# [Extracted records]
--- --- ---
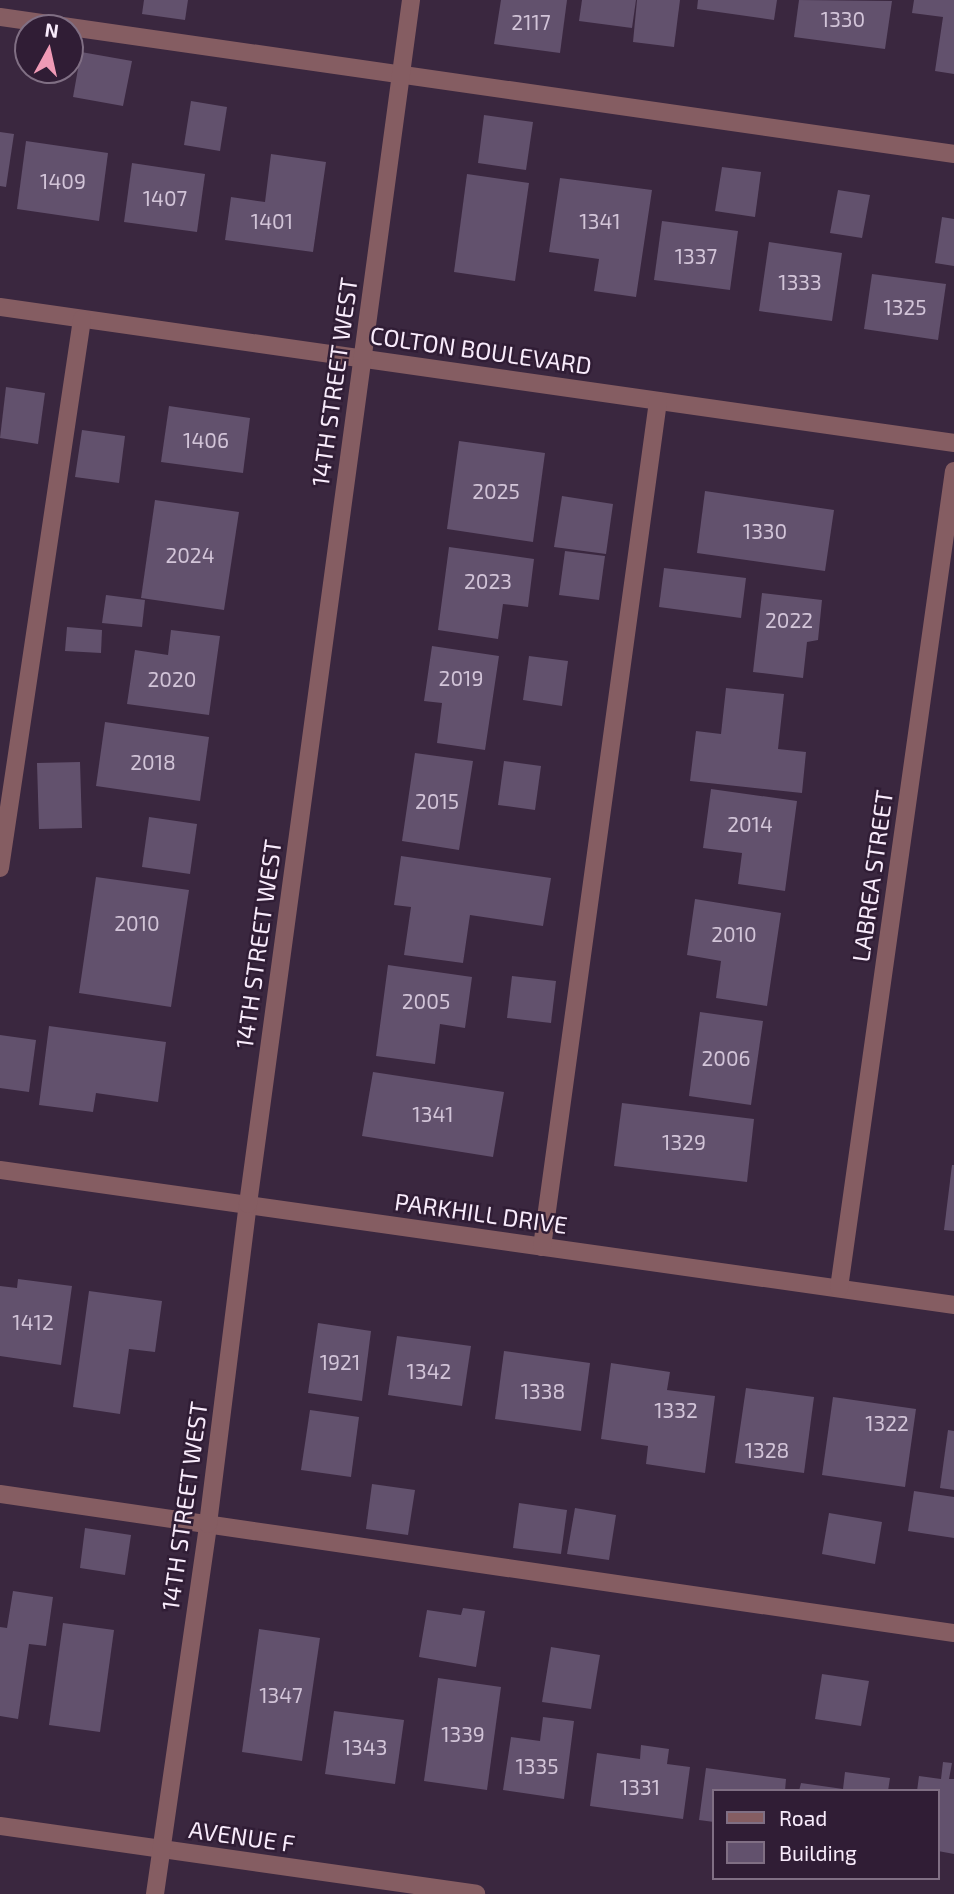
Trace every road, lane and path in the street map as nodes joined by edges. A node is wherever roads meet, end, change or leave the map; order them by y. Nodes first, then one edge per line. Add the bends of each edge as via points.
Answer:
1 (411, 0) edge
2 (0, 17) edge
3 (401, 74) junction
4 (954, 154) edge
5 (0, 307) edge
6 (82, 319) junction
7 (361, 358) junction
8 (658, 401) junction
9 (954, 443) edge
10 (954, 471) edge
11 (0, 868) edge
12 (0, 1171) edge
13 (248, 1204) junction
14 (542, 1247) junction
15 (839, 1288) junction
16 (954, 1305) edge
17 (0, 1494) edge
18 (208, 1524) junction
19 (954, 1633) edge
20 (0, 1826) edge
21 (161, 1850) junction
22 (155, 1894) edge
23 (476, 1894) edge

1 - 3 street, 14TH STREET WEST
2 - 3 street
3 - 4 street
3 - 7 street, 14TH STREET WEST
5 - 6 street, COLTON BOULEVARD
6 - 7 street, COLTON BOULEVARD
6 - 11 street
7 - 8 street, COLTON BOULEVARD
7 - 13 street, 14TH STREET WEST
8 - 9 street, COLTON BOULEVARD
8 - 14 street
10 - 15 street, LABREA STREET
12 - 13 street, PARKHILL DRIVE
13 - 14 street, PARKHILL DRIVE
13 - 18 street, 14TH STREET WEST
14 - 15 street, PARKHILL DRIVE
15 - 16 street, PARKHILL DRIVE
17 - 18 street
18 - 19 street
18 - 21 street, 14TH STREET WEST
20 - 21 street, AVENUE F
21 - 22 street, 14TH STREET WEST
21 - 23 street, AVENUE F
--- --- ---
# [WORK REQUEST]
Exactly repeat the data above; the pictures do not belong in your copy.

# [RESPONSE TO THIS EXERCISE]
Trace every road, lane and path in the street map as nodes joined by edges. A node is wherever roads meet, end, change or leave the map; order them by y. Nodes first, then one edge per line. Add the bends of each edge as via points.
Answer:
1 (411, 0) edge
2 (0, 17) edge
3 (401, 74) junction
4 (954, 154) edge
5 (0, 307) edge
6 (82, 319) junction
7 (361, 358) junction
8 (658, 401) junction
9 (954, 443) edge
10 (954, 471) edge
11 (0, 868) edge
12 (0, 1171) edge
13 (248, 1204) junction
14 (542, 1247) junction
15 (839, 1288) junction
16 (954, 1305) edge
17 (0, 1494) edge
18 (208, 1524) junction
19 (954, 1633) edge
20 (0, 1826) edge
21 (161, 1850) junction
22 (155, 1894) edge
23 (476, 1894) edge

1 - 3 street, 14TH STREET WEST
2 - 3 street
3 - 4 street
3 - 7 street, 14TH STREET WEST
5 - 6 street, COLTON BOULEVARD
6 - 7 street, COLTON BOULEVARD
6 - 11 street
7 - 8 street, COLTON BOULEVARD
7 - 13 street, 14TH STREET WEST
8 - 9 street, COLTON BOULEVARD
8 - 14 street
10 - 15 street, LABREA STREET
12 - 13 street, PARKHILL DRIVE
13 - 14 street, PARKHILL DRIVE
13 - 18 street, 14TH STREET WEST
14 - 15 street, PARKHILL DRIVE
15 - 16 street, PARKHILL DRIVE
17 - 18 street
18 - 19 street
18 - 21 street, 14TH STREET WEST
20 - 21 street, AVENUE F
21 - 22 street, 14TH STREET WEST
21 - 23 street, AVENUE F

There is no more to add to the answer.